» **Stored data entries**:
+ + + + + + +

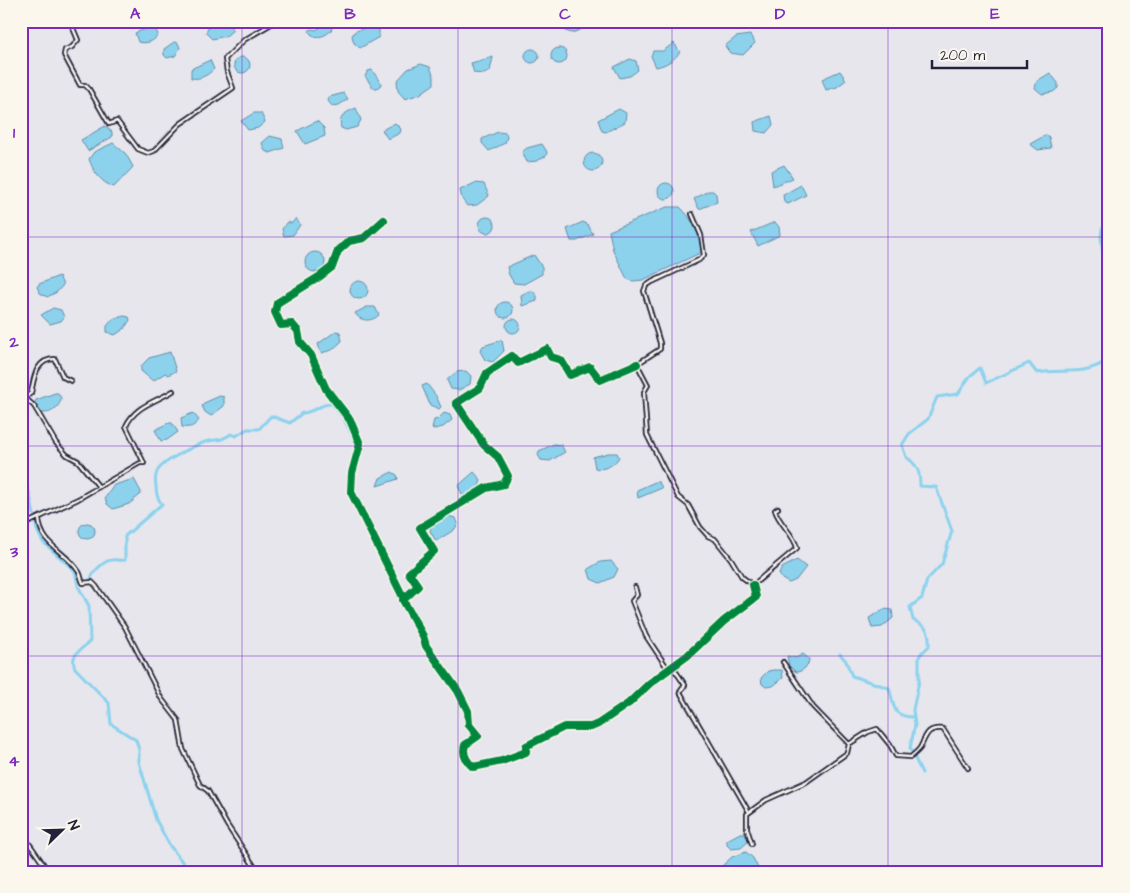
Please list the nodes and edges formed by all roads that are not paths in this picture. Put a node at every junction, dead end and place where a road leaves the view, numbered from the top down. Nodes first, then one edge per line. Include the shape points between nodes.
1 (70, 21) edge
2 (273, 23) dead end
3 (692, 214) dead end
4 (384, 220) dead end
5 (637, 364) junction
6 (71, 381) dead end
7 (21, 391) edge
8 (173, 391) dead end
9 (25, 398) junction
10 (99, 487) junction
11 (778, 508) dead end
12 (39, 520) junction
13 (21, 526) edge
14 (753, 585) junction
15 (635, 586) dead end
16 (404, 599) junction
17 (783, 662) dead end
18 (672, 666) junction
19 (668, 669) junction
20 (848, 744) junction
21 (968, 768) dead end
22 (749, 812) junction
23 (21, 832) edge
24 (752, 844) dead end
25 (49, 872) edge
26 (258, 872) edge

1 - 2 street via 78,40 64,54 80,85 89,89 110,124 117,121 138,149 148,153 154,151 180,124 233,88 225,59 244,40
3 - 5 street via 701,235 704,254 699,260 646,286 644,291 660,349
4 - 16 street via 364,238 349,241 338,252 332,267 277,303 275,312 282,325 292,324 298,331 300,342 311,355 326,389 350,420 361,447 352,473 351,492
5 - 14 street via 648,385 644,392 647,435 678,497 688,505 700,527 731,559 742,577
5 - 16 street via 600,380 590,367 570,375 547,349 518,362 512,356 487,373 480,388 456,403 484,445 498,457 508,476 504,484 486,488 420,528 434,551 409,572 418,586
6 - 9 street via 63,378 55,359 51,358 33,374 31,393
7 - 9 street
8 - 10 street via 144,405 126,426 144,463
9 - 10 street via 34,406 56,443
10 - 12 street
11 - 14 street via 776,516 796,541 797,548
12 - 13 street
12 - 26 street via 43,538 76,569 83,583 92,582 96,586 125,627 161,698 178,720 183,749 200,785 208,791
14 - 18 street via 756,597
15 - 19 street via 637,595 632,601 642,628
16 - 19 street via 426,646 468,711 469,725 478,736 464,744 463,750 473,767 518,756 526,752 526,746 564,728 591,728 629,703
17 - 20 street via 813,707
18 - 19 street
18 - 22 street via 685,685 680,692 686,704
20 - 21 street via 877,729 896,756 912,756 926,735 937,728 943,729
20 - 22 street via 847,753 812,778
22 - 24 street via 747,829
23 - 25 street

+ + + + + + +

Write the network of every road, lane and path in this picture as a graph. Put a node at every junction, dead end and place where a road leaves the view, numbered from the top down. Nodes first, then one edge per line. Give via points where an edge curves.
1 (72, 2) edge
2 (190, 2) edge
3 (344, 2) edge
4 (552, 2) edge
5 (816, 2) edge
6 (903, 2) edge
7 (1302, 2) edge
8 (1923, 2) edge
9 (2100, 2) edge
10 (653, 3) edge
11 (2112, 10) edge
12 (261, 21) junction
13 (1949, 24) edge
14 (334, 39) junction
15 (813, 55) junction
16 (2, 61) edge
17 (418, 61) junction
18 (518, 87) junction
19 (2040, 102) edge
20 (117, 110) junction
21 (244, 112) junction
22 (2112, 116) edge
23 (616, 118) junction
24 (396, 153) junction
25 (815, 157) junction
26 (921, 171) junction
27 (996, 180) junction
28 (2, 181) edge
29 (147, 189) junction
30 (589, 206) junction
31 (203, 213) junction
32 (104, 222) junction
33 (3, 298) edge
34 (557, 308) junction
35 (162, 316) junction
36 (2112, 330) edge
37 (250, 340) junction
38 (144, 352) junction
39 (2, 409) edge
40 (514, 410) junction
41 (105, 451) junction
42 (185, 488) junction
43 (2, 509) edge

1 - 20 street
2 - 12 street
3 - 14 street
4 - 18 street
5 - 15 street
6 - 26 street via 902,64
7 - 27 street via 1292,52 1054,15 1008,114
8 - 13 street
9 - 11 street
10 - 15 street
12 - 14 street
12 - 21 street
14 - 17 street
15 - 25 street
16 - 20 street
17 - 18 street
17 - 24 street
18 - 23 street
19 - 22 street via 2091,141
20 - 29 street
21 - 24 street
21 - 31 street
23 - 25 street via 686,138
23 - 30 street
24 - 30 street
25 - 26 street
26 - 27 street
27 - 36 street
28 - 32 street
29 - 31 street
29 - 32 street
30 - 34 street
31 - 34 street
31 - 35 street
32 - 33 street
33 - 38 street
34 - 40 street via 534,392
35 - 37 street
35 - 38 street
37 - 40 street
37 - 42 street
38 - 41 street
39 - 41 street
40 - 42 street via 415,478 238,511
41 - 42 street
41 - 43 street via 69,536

+ + + + + + +

» **WORK TASK**: Write out every line of the data that holds the word "this".

» **FINISHED EXERCISE**:
Please list the nodes and edges formed by all roads that are not paths in this picture. Put a node at every junction, dead end and place where a road leaves the view, numbered from the top down. Nodes first, then one edge per line. Include the shape points between nodes.
Write the network of every road, lane and path in this picture as a graph. Put a node at every junction, dead end and place where a road leaves the view, numbered from the top down. Nodes first, then one edge per line. Give via points where an edge curves.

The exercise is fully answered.